The stent-jailing technique has been shown to reduce the rate of recurrence more than the stent-jack technique due to fewer mechanical forces and angiogenesis as well as its inhibition of the transforming growth factor β/Smad2,3,4 signaling pathway in intracranial aneurysms [18]. The aneurysm occlusion grade was found to be higher in the stent-jailing group than in the stent-jack group in a 2-year follow-up. In the present study, immediate occlusion was shown, but we did not perform a long-term follow-up. Therefore, long-term monitoring of postoperative changes in a VADA is needed.

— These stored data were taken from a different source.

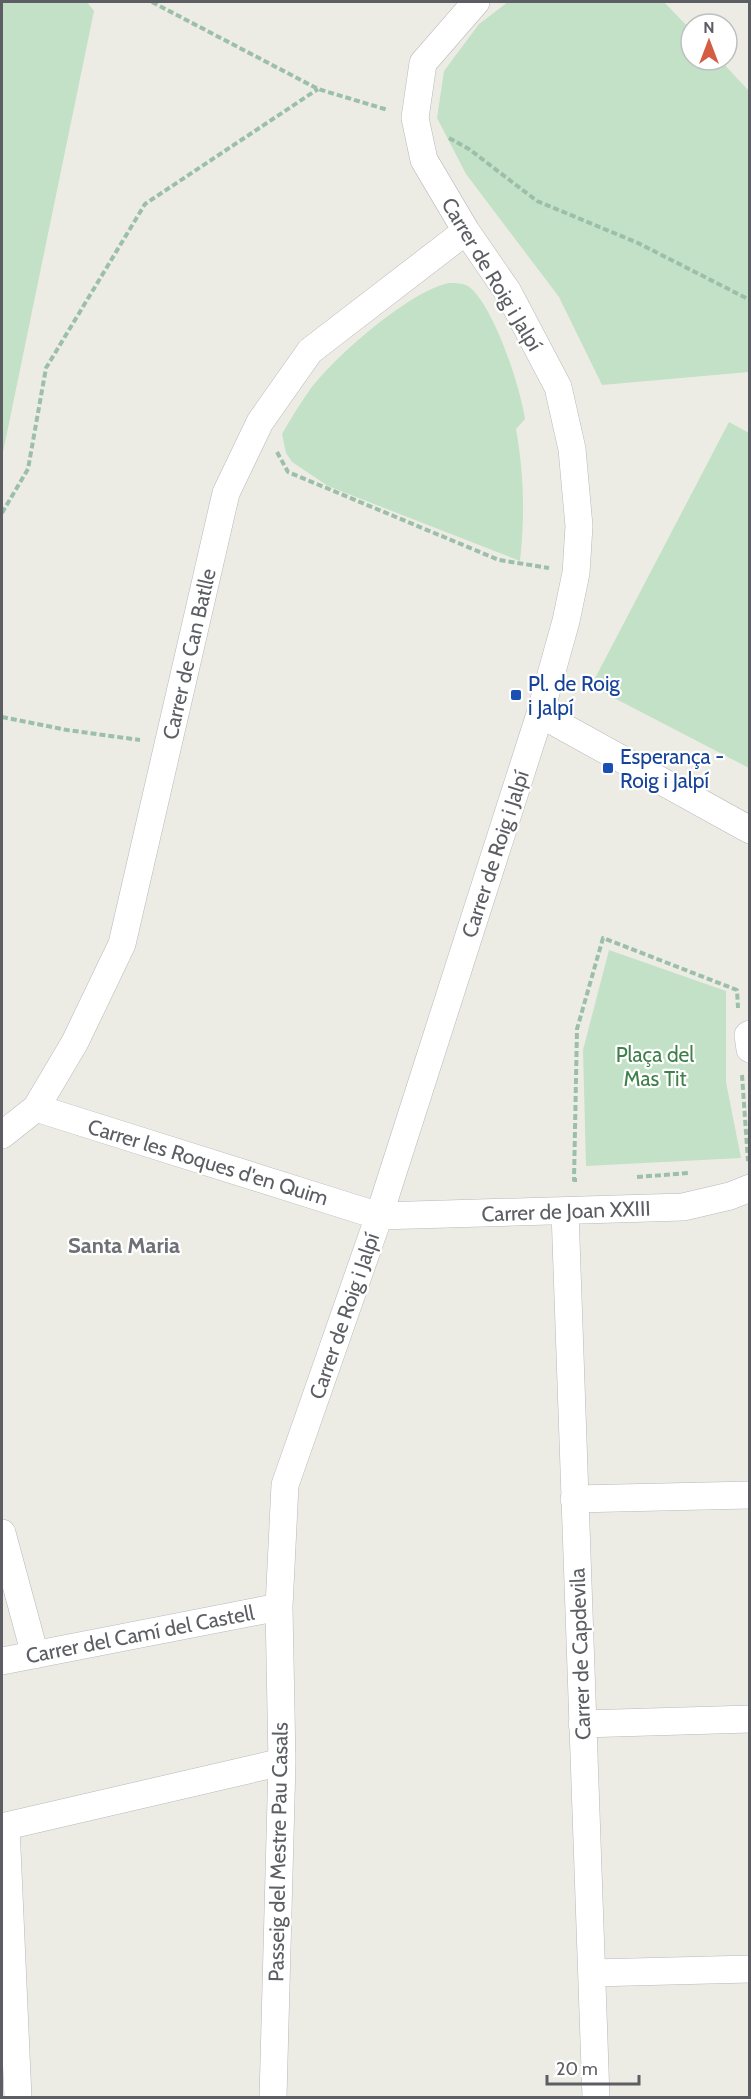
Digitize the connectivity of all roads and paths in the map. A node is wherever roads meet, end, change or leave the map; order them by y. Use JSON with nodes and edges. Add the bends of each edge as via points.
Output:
{"nodes":[{"id":1,"x":152,"y":2,"type":"edge"},
{"id":2,"x":476,"y":2,"type":"edge"},
{"id":3,"x":318,"y":89,"type":"junction"},
{"id":4,"x":415,"y":118,"type":"junction"},
{"id":5,"x":466,"y":231,"type":"junction"},
{"id":6,"x":750,"y":300,"type":"edge"},
{"id":7,"x":260,"y":422,"type":"junction"},
{"id":8,"x":2,"y":513,"type":"edge"},
{"id":9,"x":576,"y":573,"type":"junction"},
{"id":10,"x":540,"y":714,"type":"junction"},
{"id":11,"x":2,"y":717,"type":"edge"},
{"id":12,"x":168,"y":744,"type":"junction"},
{"id":13,"x":750,"y":830,"type":"edge"},
{"id":14,"x":744,"y":1024,"type":"edge"},
{"id":15,"x":746,"y":1060,"type":"edge"},
{"id":16,"x":36,"y":1108,"type":"junction"},
{"id":17,"x":2,"y":1135,"type":"edge"},
{"id":18,"x":696,"y":1173,"type":"dead end"},
{"id":19,"x":749,"y":1177,"type":"edge"},
{"id":20,"x":628,"y":1178,"type":"dead end"},
{"id":21,"x":584,"y":1180,"type":"dead end"},
{"id":22,"x":565,"y":1211,"type":"junction"},
{"id":23,"x":379,"y":1216,"type":"junction"},
{"id":24,"x":750,"y":1495,"type":"edge"},
{"id":25,"x":574,"y":1499,"type":"junction"},
{"id":26,"x":2,"y":1533,"type":"edge"},
{"id":27,"x":279,"y":1607,"type":"junction"},
{"id":28,"x":35,"y":1655,"type":"junction"},
{"id":29,"x":2,"y":1661,"type":"edge"},
{"id":30,"x":750,"y":1719,"type":"edge"},
{"id":31,"x":582,"y":1724,"type":"junction"},
{"id":32,"x":282,"y":1762,"type":"junction"},
{"id":33,"x":4,"y":1827,"type":"edge"},
{"id":34,"x":750,"y":1969,"type":"edge"},
{"id":35,"x":592,"y":1973,"type":"junction"},
{"id":36,"x":18,"y":2097,"type":"edge"},
{"id":37,"x":273,"y":2097,"type":"edge"},
{"id":38,"x":596,"y":2097,"type":"edge"}],
"edges":[{"from":1,"to":3,"type":"path"},
{"from":2,"to":4,"type":"street","via":[[423,63]]},
{"from":3,"to":4,"type":"path"},
{"from":3,"to":8,"type":"path","via":[[145,204],[46,368],[28,470]]},
{"from":4,"to":5,"type":"street","name":"Carrer de Roig i Jalpí","via":[[424,160]]},
{"from":4,"to":6,"type":"path","via":[[469,149],[537,201],[638,243]]},
{"from":5,"to":7,"type":"street","name":"Carrer de Can Batlle","via":[[310,351]]},
{"from":5,"to":9,"type":"street","name":"Carrer de Roig i Jalpí","via":[[508,292],[558,387],[572,449],[579,526]]},
{"from":7,"to":9,"type":"path","via":[[288,472],[499,560]]},
{"from":7,"to":12,"type":"street","name":"Carrer de Can Batlle","via":[[226,493]]},
{"from":9,"to":10,"type":"street","name":"Carrer de Roig i Jalpí"},
{"from":10,"to":13,"type":"street"},
{"from":10,"to":23,"type":"street","name":"Carrer de Roig i Jalpí"},
{"from":11,"to":12,"type":"path"},
{"from":12,"to":16,"type":"street","name":"Carrer de Can Batlle","via":[[122,945],[75,1042]]},
{"from":14,"to":15,"type":"street","via":[[748,1035]]},
{"from":14,"to":21,"type":"path","via":[[736,990],[603,938],[577,1029],[574,1180]]},
{"from":15,"to":19,"type":"path"},
{"from":16,"to":17,"type":"street","name":"Carrer de Can Batlle"},
{"from":16,"to":23,"type":"street","name":"Carrer les Roques d'en Quim"},
{"from":18,"to":20,"type":"path"},
{"from":19,"to":22,"type":"street","name":"Carrer de Joan XXIII","via":[[730,1196],[683,1207]]},
{"from":22,"to":23,"type":"street","name":"Carrer de Joan XXIII"},
{"from":22,"to":25,"type":"street","name":"Carrer de Capdevila"},
{"from":23,"to":27,"type":"street","name":"Carrer de Roig i Jalpí","via":[[285,1485]]},
{"from":24,"to":25,"type":"street"},
{"from":25,"to":31,"type":"street","name":"Carrer de Capdevila"},
{"from":26,"to":28,"type":"street"},
{"from":27,"to":28,"type":"street","name":"Carrer del Camí del Castell"},
{"from":27,"to":32,"type":"street","name":"Passeig del Mestre Pau Casals"},
{"from":28,"to":29,"type":"street","name":"Carrer del Camí del Castell"},
{"from":30,"to":31,"type":"street"},
{"from":31,"to":35,"type":"street","name":"Carrer de Capdevila"},
{"from":32,"to":33,"type":"street"},
{"from":32,"to":37,"type":"street","name":"Passeig del Mestre Pau Casals"},
{"from":33,"to":36,"type":"street"},
{"from":34,"to":35,"type":"street"},
{"from":35,"to":38,"type":"street","name":"Carrer de Capdevila"}]}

Furthermore, additional treatment strategies are required for recanalization by coil transformation just after stenting, such as insertion of the microcatheter distal to the coil mass before stenting, insertion by the transcell technique to the coil mass after stenting, or an approach from the contralateral VA. Moreover, difficulties are associated with estimating whether additional coils protrude into the stent after PICA stenting because PICA is a tortuous artery and it is technically challenging to take the down-the-barrel view position in order to identify the lumen of the PICA. We need to consider a coping strategy, such as balloon inflation into the stent, to prevent coil protrusion and overlap stenting when coil protrusion occurs [19]. Enterprise VRD is effective for the stent-jack technique on the PICA because we may perform additional coiling using the transcell technique and the stent may compress the coil due to the strong radial forces of an Enterprise VRD. In cases in which a PICA arises from the VA at an acute angle, antegrade stenting is not required and we need to consider retrograde stenting from the contralateral VA to PICA. Therefore, several alternative strategies need to be planned when endovascular treatments are performed for VADA involving the origin of PICA.